The fallout was brutal. Glasner endured “sacked in the morning” chants in Mostar. At Selhurst Park, protest banners unfurled. Boos rained. A manager who had delivered the club’s first major silverware in decades suddenly became a pariah in parts of his own stadium.
But here is the paradox that sports psychology research has long observed: elite coaches under threat often produce their most resilient tactical work. A 2024 study in the Journal of Sports Sciences found that managers who experience public conflict with ownership but retain dressing‑room trust can elevate performance by up to 18% in knockout competitions. Glasner’s players have not stopped running for him.
The Florentine Crucible: Injuries, Guts, and a Goalkeeper’s Night
Palace burst out of the gate. Inside three minutes, Daniel Muñoz nearly killed the tie, his effort whistling past the post. Then, Ismaila Sarr—the Senegalese winger who now has 17 goals this season—rose to nod home a header too hot for even David de Gea to handle. It was the kind of away goal that deflates a famous old stadium.
But Fiorentina, coached by the wily Raffaele Palladino, have their own pride. Albert Gudmundsson converted a penalty after a clumsy foul by Jaydee Canvot on Rolando Mandragora. Then came the injury cascade that will keep Palace’s medical staff awake until the semi‑final.
Adam Wharton clutched his groin, his face a mask of dread—not just for the tie, but for his England prospects ahead of the 2026 World Cup. Wharton had previously withdrawn from a Three Lions camp with the same issue. Maxence Lacroix limped off after a collision with Muñoz, later posting “no problem” on Instagram but visibly favouring his knee. Jean-Philippe Mateta was removed at half‑time, an ice pack strapped to his leg.
“Adam, his adductor again—where he had to leave the England camp,” Glasner told TNT Sports. “Maxence felt his knee, the medial ligament.
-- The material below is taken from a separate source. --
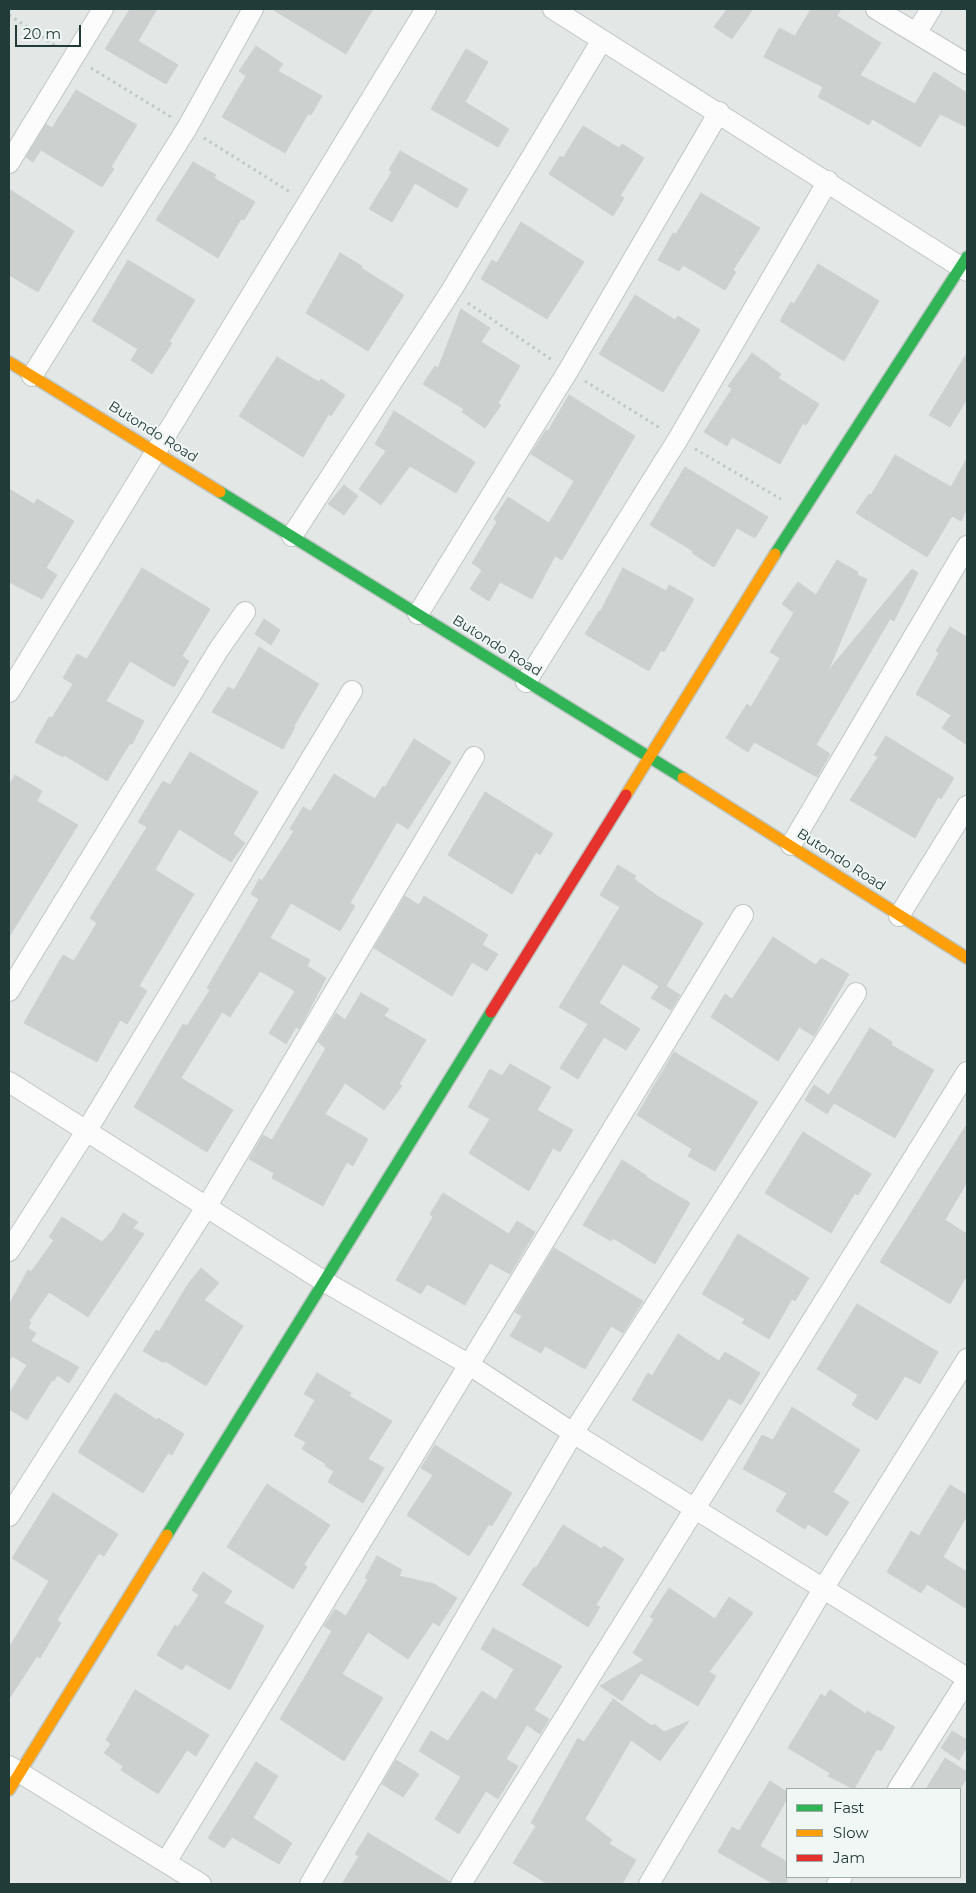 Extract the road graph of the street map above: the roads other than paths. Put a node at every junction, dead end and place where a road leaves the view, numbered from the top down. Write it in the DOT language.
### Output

It’s painful. Unfortunately we’re playing in four days again.”
When substitute Cher Ndour beat Dean Henderson from range early in the second half, the aggregate score tightened to 3‑2 on the night. For 25 harrowing minutes, Fiorentina launched wave after wave. Palace hunkered. They survived.

The Numbers That Matter (And The Ones That Don’t)
History will record this as a 2‑1 defeat. But the aggregate reads 4‑2 to Palace. And the deeper stat line is this: no English club has lost a two‑legged European tie after winning the first leg by two or more goals at home since 2010. The Eagles were always favourites. Yet football is not played on spreadsheets.
More poignant is the human ledger. Glasner has a maximum of 10 games left as Palace manager. Mateta, who nearly joined AC Milan in January and received a frosty reception from some fans upon his return from injury, is almost certainly leaving. Sarr, Wharton, and Lacroix will have suitors from the Champions League cartel.
But here is the thing about sunsets: they are beautiful precisely because they are fleeting.
Why They Should Savour Every Second
There is a growing body of research on “legacy seasons” in sport—final campaigns of legendary coaches that become mythologised precisely because of the friction. Think Sir Alex Ferguson’s last title, or Jürgen Klopp’s farewell League Cup. The anger, the injuries, the boardroom battles—they all become seasoning.
Glasner is, without hyperbole, the greatest manager in Crystal Palace’s history. No other has delivered an FA Cup. No other has taken them to a European semi‑final. And no other has done it while openly at war with his own employers.
The 1,400 travelling fans who sang through the nerves in Florence understood this. They saw Muñoz bleeding effort. They saw Henderson clawing crosses. They saw Sarr, already a cult hero, tracking back in the 89th minute.
When the final whistle blew, there were no fireworks. Just exhaustion. Just pride. Just the quiet knowledge that an era is ending—but that endings, when earned, can be glorious.
Final thought: In two weeks, Shakhtar Donetsk arrive. Then maybe a final in Wroclaw. And then, silence. But for now, the floodlights in Tuscany have not gone out. And neither has Glasner’s strange, stubborn, magnificent magic.
Match facts
Fiorentina: (4-2-3-1): De Gea, Pongracic, Comuzzo (Kouadio 71'), Ranieri, Gosens (Balbo 71'); Mandragora, Fagioli (Ndour 46'); Harrison, Gudmundsson (Fabbian 76'), Solomon (Fazzini 76'); Piccoli
Subs not used: Kospo, Leonardelli, Christensen, Braschi, Deli
Goals: Gudmundsson 30 (P), Ndour 53
Booked: Pongracic, Ranieri, Comuzzo, Ndour, Piccoli
Manager: Paolo Vanoli
Crystal Palace (3-4-3): Henderson 6; Richards 5.5, Lacroix 6 (Riad 42' 6.5), Canvot 5; Munoz 6.5, Wharton 6 (Lerma 33' 6), Kamada 6.5, Mitchell 6.5; Sarr 7.5, Mateta 6 (Strand Larsen 46' 5.5), Pino 6 (Hughes 75')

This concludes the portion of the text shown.